Adultery is the ultimate betrayal and the cause of many divorces it is also a crime. Adultery is defined in the Michigan Penal Code Section 750.29 which defines adultery as:
50.29 Adultery; definition.
Definition—Adultery is the sexual intercourse of 2 persons, either of whom is married to a third person.
Interesting enough, other sexual acts, which may be equally offensive do not rise to the crime of adultery in Michigan.
The crime of adultery is defined in MCL 730.30 as a felony, which is a crime punishable for over one year. The statute of limitations on adultery is one year.
However, the crime of adultery is not enforced. It is an antiquated law which is on the books and ignored.
Adultery is still relevant in a Michigan divorce, especially if it is the cause of the breakdown of the marriage.
The past relations and conduct of a party may be taken into consideration when dividing property in a Michigan divorce.
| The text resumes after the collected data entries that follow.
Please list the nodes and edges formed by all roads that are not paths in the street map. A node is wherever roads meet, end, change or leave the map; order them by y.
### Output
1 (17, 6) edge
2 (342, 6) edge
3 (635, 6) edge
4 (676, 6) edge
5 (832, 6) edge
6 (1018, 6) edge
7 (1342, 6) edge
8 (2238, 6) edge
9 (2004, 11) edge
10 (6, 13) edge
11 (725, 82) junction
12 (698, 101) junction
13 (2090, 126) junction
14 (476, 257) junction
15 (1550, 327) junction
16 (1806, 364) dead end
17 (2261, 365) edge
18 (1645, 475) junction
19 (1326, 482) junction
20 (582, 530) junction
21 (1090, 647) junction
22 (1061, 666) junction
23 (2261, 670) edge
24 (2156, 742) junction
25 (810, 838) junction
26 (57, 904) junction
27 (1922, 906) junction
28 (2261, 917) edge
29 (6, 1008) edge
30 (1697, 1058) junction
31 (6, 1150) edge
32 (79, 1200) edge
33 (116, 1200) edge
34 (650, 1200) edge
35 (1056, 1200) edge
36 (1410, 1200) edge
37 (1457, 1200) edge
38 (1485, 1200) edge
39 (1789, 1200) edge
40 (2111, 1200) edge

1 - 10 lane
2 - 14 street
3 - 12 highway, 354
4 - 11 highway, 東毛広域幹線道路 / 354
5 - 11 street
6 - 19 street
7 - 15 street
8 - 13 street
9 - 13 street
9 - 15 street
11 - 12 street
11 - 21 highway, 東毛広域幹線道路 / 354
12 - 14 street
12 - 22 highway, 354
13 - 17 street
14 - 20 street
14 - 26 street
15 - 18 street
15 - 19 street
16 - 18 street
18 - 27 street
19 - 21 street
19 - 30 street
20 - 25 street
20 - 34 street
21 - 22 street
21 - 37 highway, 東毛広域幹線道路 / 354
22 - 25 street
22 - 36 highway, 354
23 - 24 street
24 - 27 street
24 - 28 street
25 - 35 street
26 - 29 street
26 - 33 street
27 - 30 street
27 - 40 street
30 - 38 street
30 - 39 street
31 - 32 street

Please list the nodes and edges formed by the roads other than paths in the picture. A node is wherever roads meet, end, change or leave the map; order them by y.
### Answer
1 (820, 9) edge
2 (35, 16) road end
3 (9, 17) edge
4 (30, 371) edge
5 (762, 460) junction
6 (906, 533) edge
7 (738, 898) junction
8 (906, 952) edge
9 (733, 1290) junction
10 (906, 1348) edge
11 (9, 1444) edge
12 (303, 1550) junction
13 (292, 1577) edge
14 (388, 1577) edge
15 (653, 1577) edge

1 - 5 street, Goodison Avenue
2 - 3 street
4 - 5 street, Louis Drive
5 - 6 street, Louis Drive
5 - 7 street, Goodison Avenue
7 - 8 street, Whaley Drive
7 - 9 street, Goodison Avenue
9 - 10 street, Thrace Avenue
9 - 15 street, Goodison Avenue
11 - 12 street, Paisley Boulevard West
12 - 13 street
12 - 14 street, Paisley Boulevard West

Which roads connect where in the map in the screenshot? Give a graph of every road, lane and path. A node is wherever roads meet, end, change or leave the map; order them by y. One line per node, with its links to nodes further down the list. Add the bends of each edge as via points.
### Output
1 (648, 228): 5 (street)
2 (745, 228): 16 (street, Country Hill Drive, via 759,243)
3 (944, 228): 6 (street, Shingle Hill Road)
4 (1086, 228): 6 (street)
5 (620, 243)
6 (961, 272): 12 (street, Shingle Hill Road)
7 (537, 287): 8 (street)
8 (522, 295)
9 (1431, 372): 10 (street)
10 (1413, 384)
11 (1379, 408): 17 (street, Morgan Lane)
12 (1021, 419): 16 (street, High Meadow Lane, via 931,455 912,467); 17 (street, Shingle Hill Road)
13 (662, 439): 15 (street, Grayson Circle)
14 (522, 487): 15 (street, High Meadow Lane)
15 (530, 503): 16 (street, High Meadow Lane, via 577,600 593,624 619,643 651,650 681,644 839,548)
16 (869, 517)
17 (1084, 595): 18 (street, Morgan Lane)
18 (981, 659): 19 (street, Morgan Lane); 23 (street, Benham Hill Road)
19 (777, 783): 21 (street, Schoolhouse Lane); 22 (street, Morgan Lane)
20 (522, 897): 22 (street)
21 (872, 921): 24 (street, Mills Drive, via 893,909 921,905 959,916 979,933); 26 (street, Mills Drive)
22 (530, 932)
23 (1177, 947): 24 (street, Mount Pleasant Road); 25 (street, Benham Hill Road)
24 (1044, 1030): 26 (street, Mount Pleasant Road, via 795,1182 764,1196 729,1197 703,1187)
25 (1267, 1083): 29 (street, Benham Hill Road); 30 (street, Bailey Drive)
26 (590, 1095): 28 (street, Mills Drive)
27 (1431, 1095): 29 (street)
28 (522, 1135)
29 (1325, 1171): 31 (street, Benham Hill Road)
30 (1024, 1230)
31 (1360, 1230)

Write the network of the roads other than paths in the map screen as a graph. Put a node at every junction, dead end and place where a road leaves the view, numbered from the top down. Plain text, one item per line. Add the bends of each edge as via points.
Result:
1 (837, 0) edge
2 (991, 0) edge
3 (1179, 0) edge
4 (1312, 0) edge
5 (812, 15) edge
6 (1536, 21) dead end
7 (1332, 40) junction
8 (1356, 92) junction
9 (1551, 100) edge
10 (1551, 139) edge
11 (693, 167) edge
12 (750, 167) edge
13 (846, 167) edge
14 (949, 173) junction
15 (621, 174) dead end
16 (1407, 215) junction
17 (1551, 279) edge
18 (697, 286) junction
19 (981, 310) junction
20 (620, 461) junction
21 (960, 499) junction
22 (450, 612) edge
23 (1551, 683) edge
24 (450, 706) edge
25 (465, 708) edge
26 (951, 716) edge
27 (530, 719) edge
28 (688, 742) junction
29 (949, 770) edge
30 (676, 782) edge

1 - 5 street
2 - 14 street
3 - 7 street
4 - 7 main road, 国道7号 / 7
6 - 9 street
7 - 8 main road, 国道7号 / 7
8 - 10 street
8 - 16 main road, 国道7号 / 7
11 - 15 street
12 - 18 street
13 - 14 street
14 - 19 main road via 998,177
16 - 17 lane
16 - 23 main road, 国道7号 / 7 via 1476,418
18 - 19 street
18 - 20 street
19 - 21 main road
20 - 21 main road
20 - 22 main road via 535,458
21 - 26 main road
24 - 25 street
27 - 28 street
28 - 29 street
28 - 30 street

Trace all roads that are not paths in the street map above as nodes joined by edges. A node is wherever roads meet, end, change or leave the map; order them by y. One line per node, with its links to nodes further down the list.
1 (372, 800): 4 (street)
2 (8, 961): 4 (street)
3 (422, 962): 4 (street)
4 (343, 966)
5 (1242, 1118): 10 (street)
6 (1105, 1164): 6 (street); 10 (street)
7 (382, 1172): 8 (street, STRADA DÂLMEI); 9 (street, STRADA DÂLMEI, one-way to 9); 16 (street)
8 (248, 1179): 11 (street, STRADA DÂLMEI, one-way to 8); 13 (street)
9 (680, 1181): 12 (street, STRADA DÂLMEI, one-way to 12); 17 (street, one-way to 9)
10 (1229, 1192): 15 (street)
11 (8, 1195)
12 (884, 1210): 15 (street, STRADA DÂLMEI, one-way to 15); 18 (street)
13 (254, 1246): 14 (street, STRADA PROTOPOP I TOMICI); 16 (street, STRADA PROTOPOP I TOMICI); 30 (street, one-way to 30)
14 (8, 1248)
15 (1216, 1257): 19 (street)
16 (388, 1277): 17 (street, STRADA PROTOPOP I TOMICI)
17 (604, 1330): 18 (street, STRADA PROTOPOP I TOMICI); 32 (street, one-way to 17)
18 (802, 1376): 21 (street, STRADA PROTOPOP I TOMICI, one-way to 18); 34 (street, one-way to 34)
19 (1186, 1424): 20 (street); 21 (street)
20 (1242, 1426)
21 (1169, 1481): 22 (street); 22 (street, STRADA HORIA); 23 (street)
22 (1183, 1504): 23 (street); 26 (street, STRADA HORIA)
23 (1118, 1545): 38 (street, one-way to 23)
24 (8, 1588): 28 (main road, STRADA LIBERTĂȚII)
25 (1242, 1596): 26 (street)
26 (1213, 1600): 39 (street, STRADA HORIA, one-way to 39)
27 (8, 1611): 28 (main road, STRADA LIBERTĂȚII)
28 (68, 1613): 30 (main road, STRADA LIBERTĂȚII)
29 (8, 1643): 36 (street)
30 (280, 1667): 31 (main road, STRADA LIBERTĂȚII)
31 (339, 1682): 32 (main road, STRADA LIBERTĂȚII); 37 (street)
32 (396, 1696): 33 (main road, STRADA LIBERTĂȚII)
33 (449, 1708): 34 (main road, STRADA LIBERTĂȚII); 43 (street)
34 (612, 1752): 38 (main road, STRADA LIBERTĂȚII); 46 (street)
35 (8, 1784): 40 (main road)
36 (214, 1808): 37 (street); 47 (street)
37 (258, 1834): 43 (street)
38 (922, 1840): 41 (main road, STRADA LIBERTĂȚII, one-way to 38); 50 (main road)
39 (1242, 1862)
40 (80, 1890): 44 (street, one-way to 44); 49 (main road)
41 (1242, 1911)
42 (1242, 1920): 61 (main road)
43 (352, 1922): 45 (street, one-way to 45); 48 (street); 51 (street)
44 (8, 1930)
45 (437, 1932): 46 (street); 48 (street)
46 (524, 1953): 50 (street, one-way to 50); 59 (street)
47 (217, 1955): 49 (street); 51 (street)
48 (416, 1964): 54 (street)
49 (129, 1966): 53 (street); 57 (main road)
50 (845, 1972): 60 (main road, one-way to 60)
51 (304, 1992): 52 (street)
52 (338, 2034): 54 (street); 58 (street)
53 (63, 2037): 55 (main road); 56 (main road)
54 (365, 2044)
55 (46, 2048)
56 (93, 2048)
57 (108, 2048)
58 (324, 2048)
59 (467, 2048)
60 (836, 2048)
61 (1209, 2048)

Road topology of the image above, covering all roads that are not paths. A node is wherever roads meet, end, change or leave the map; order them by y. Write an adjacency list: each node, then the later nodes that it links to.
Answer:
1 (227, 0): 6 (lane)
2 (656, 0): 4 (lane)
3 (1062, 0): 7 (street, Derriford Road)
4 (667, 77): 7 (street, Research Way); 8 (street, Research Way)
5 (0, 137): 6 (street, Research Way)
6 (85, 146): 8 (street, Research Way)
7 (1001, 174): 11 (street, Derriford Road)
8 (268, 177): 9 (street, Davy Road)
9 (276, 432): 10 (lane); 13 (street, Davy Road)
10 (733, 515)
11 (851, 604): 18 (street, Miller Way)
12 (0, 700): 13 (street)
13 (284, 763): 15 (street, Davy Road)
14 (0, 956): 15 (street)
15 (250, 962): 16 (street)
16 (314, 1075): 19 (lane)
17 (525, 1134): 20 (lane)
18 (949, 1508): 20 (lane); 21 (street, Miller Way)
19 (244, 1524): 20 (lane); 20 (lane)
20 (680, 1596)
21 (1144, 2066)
As a general proposition, property division in a Michigan divorce has to be equitable or fair. This is often (but not always a 50/50 division of property acquired during the marriage. It is not uncommon to see a modest penalty for fault in dividing property at trial.
The past relations and conduct of a party may also be taken into consideration when considering an alimony or or spousal support award. Cheating during marriage may result in a different term (years) or amount of an award if adultery caused the breakdown of the marriage.
To a lessor extent, cheating can impact a child custody determination if the paramour (the new boyfriend or girlfriend) was introduced to the children during the marriage. It is not uncommon for a parent to introduce his/her boyfriend or girlfriend which court’s frown upon as not being in a child’s best interest.
Although Michigan is a no-fault divorce state, that does not mean fault does not matter. No-fault divorce describes the ground for divorce (you don’t have to allege fault to get divorced). Fault matters and if adultery is the cause of the breakup it could impact the outcome of a divorce.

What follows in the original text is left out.